Way back in 2018, Toronto struck a deal with the soccer federation that laid out everything the city must do to earn the honour of hosting five (now six) matches of the beautiful game. It is signed, sealed and notarized. In short, FIFA has Toronto over a barrel. If the international soccer barons were paying any attention at all to what Ms. Chow said, they must have been laughing up their monogrammed sleeves.
When FIFA said it would be holding the extravaganza in North America in 2026 and was looking for cities to play host, Toronto was eager as a puppy. For a place that is always striving to show it deserves big-boy pants, this was irresistible.
Here was a chance to be a part of the planet’s most-watched sports event. Here was a chance to welcome the world to Toronto, revealing it to a global audience in all its multicultural glory. Here, too, was a chance to raise the city’s game, improving its sport fields and stadiums parks in readiness for the big event and leaving a rich physical legacy behind.
The great deception: Hosting a major sporting spectacle
The barons saw Toronto’s tongue hanging out and took maximum advantage. In the negotiations that followed, they went through our side like Lionel Messi through a middle-school team. Along with extracting the usual suite of tax concessions, they succeeded in persuading Toronto to cover up messy construction sites that might offend the eyes of visiting fans, hold (and pay for) an outdoor Fan Fest, let World Cup officials and visitors ride on Toronto transit for free, and rename BMO Field, a big downtown stadium, for the duration of the event. Oh, and to keep all of this a deep secret, which it remained until some enterprising reporters secured the details.
In the meantime, the cost of the event has soared from around $45-million to $380-million, a staggering increase even by the standards of the sports world. Jean Drapeau himself would gasp.
Ms. Chow said that if she had been in charge when the deal was being made she would not have signed without at least getting the federal and provincial governments to agree to contribute in advance to the cost. She would have made the details public once she took office, too.
“However,” she told council on Wednesday, “I am saddled with what we have now.” Too true. And so is the city.
Her answer is to appoint a quite-bewildering number of committees and subcommittees to make sure Toronto’s hosting plans stay on track and on budget. A “champions table” will drum up funds from donors, a “forever committee” will promote the event and make sure its benefits last. A budget group will review spending. A former city budget chief, David Soknacki, will act as the mayor’s FIFA envoy, making sure that everything is “open, transparent and accountable.”

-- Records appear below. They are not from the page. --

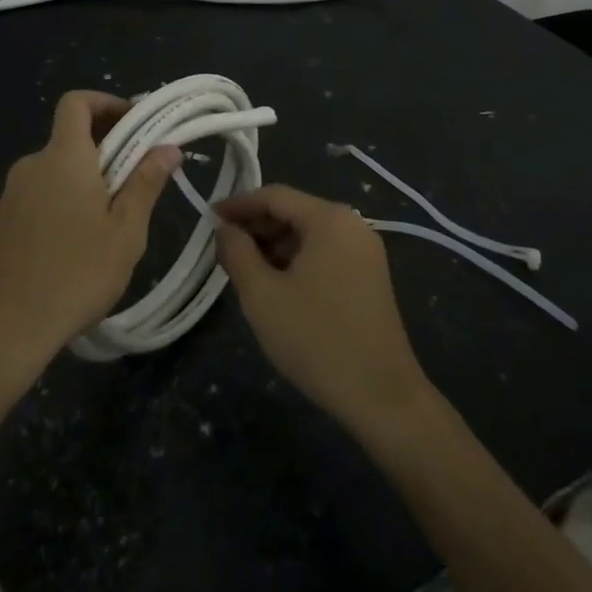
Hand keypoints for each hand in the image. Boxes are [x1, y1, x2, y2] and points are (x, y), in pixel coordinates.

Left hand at [0, 91, 178, 373]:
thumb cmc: (73, 275)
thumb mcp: (125, 232)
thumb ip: (145, 183)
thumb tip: (167, 147)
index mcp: (63, 157)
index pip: (77, 102)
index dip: (107, 102)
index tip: (137, 123)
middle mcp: (33, 165)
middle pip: (70, 136)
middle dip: (107, 146)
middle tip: (139, 178)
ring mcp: (11, 195)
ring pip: (57, 169)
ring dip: (87, 178)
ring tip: (114, 219)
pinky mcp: (1, 223)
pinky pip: (40, 194)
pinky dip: (64, 200)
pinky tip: (79, 244)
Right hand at [216, 185, 435, 436]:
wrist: (382, 396)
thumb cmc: (316, 338)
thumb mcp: (262, 295)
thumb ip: (237, 253)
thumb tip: (225, 229)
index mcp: (329, 219)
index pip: (275, 196)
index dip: (239, 205)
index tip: (209, 218)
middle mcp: (352, 224)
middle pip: (294, 211)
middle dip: (256, 226)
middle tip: (223, 248)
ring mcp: (366, 251)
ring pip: (309, 234)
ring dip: (275, 245)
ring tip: (245, 269)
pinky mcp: (371, 276)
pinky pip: (325, 253)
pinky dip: (297, 260)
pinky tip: (277, 284)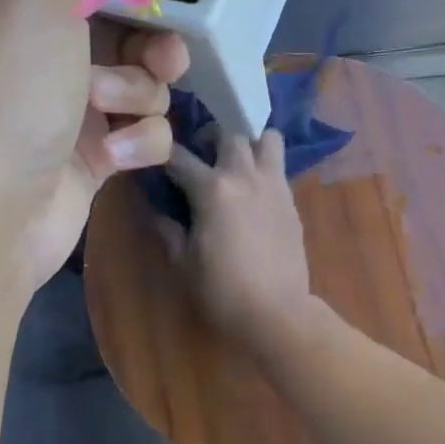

None of it is likely to make a lick of difference. There is little Toronto can do to improve its bargain with the barons. Making a fuss now, with the event only a couple of years off, would only come across as griping after the buzzer. The boosterism, flag-waving and rah-rah-ing that is the nature of such things is already building.
Rather than complain about the raw deal Toronto is getting or the undemocratic cone of silence that was clamped over the whole business, councillors lined up on Wednesday to wax on about the wonder of it all. Enjoining his fellow councillors not to be “Monday morning quarterbacks,” Michael Thompson boasted that “this great city is going to be staging one of the world’s largest sporting events.”
Anthony Perruzza chimed in that, once the matches start, “People are going to honk their horns, wave their flags. There is a power to that celebration. We should embrace it and we should go for it.”
Only one, Josh Matlow, went on at length about the “absurd concessions” Toronto made to get six football matches. He called the agreement a classic “own goal.”
But all that will be forgotten now. The World Cup is coming to Toronto. Hurray! Olé! What is $380-million between friends?